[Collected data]
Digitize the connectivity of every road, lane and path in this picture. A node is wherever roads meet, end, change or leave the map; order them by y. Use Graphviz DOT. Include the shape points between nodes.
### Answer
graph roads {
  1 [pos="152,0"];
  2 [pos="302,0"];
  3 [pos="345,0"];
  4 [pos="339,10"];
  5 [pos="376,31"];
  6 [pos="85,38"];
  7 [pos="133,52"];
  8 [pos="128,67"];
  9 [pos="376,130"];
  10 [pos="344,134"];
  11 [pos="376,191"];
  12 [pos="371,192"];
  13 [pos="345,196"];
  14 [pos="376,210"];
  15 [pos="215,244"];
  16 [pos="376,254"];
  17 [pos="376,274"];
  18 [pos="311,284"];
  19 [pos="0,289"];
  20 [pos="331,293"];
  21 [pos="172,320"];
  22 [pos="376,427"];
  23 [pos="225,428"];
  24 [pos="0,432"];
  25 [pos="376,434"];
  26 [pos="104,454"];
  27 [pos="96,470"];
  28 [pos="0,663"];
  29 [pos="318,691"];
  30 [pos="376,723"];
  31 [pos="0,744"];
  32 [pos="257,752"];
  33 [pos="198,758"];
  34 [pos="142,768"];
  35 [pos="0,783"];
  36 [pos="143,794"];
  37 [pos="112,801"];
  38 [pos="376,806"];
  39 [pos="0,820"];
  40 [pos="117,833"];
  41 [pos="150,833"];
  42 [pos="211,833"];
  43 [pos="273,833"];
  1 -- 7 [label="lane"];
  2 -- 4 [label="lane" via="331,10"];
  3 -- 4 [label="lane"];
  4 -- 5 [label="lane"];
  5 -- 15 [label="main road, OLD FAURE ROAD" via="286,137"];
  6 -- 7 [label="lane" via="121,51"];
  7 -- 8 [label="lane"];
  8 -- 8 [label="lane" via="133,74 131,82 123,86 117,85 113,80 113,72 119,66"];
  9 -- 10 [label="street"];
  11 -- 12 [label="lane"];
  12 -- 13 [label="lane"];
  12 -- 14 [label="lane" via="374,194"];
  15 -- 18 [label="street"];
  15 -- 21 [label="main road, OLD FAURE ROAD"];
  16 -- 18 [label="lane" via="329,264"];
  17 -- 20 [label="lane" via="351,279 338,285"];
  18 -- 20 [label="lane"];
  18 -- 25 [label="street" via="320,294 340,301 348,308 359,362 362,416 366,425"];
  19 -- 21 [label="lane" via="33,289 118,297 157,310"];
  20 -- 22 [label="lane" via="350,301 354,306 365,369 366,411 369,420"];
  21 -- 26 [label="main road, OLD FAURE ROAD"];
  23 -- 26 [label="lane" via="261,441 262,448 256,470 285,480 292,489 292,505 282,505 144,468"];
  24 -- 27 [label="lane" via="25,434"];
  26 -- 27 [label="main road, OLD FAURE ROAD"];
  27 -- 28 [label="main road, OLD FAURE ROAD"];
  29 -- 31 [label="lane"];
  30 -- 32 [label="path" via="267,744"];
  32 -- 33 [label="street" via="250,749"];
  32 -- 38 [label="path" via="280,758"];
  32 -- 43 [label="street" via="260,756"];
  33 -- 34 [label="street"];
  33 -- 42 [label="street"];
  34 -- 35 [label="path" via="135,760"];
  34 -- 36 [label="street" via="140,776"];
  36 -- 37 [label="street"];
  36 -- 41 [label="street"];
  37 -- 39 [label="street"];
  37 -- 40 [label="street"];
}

[Your goal]
Would you return all of the data exactly as it stands above?

[Task result]
Digitize the connectivity of every road, lane and path in this picture. A node is wherever roads meet, end, change or leave the map; order them by y. Use Graphviz DOT. Include the shape points between nodes.
### Answer
graph roads {
  1 [pos="152,0"];
  2 [pos="302,0"];
  3 [pos="345,0"];
  4 [pos="339,10"];
  5 [pos="376,31"];
  6 [pos="85,38"];
  7 [pos="133,52"];
  8 [pos="128,67"];
  9 [pos="376,130"];
  10 [pos="344,134"];
  11 [pos="376,191"];
  12 [pos="371,192"];
  13 [pos="345,196"];
  14 [pos="376,210"];
  15 [pos="215,244"];
  16 [pos="376,254"];
  17 [pos="376,274"];
  18 [pos="311,284"];
  19 [pos="0,289"];
  20 [pos="331,293"];
  21 [pos="172,320"];
  22 [pos="376,427"];
  23 [pos="225,428"];
  24 [pos="0,432"];
  25 [pos="376,434"];
  26 [pos="104,454"];
  27 [pos="96,470"];
  28 [pos="0,663"];
  29 [pos="318,691"];
  30 [pos="376,723"];
  31 [pos="0,744"];
  32 [pos="257,752"];
  33 [pos="198,758"];
  34 [pos="142,768"];
  35 [pos="0,783"];
  36 [pos="143,794"];
  37 [pos="112,801"];
  38 [pos="376,806"];
  39 [pos="0,820"];
  40 [pos="117,833"];
  41 [pos="150,833"];
  42 [pos="211,833"];
  43 [pos="273,833"];
  1 -- 7 [label="lane"];
  2 -- 4 [label="lane" via="331,10"];
  3 -- 4 [label="lane"];
  4 -- 5 [label="lane"];
  5 -- 15 [label="main road, OLD FAURE ROAD" via="286,137"];
  6 -- 7 [label="lane" via="121,51"];
  7 -- 8 [label="lane"];
  8 -- 8 [label="lane" via="133,74 131,82 123,86 117,85 113,80 113,72 119,66"];
  9 -- 10 [label="street"];
  11 -- 12 [label="lane"];
  12 -- 13 [label="lane"];
  12 -- 14 [label="lane" via="374,194"];
  15 -- 18 [label="street"];
  15 -- 21 [label="main road, OLD FAURE ROAD"];
  16 -- 18 [label="lane" via="329,264"];
  17 -- 20 [label="lane" via="351,279 338,285"];
  18 -- 20 [label="lane"];
  18 -- 25 [label="street" via="320,294 340,301 348,308 359,362 362,416 366,425"];
  19 -- 21 [label="lane" via="33,289 118,297 157,310"];
  20 -- 22 [label="lane" via="350,301 354,306 365,369 366,411 369,420"];
  21 -- 26 [label="main road, OLD FAURE ROAD"];
  23 -- 26 [label="lane" via="261,441 262,448 256,470 285,480 292,489 292,505 282,505 144,468"];
  24 -- 27 [label="lane" via="25,434"];
  26 -- 27 [label="main road, OLD FAURE ROAD"];
  27 -- 28 [label="main road, OLD FAURE ROAD"];
  29 -- 31 [label="lane"];
  30 -- 32 [label="path" via="267,744"];
  32 -- 33 [label="street" via="250,749"];
  32 -- 38 [label="path" via="280,758"];
  32 -- 43 [label="street" via="260,756"];
  33 -- 34 [label="street"];
  33 -- 42 [label="street"];
  34 -- 35 [label="path" via="135,760"];
  34 -- 36 [label="street" via="140,776"];
  36 -- 37 [label="street"];
  36 -- 41 [label="street"];
  37 -- 39 [label="street"];
  37 -- 40 [label="street"];
}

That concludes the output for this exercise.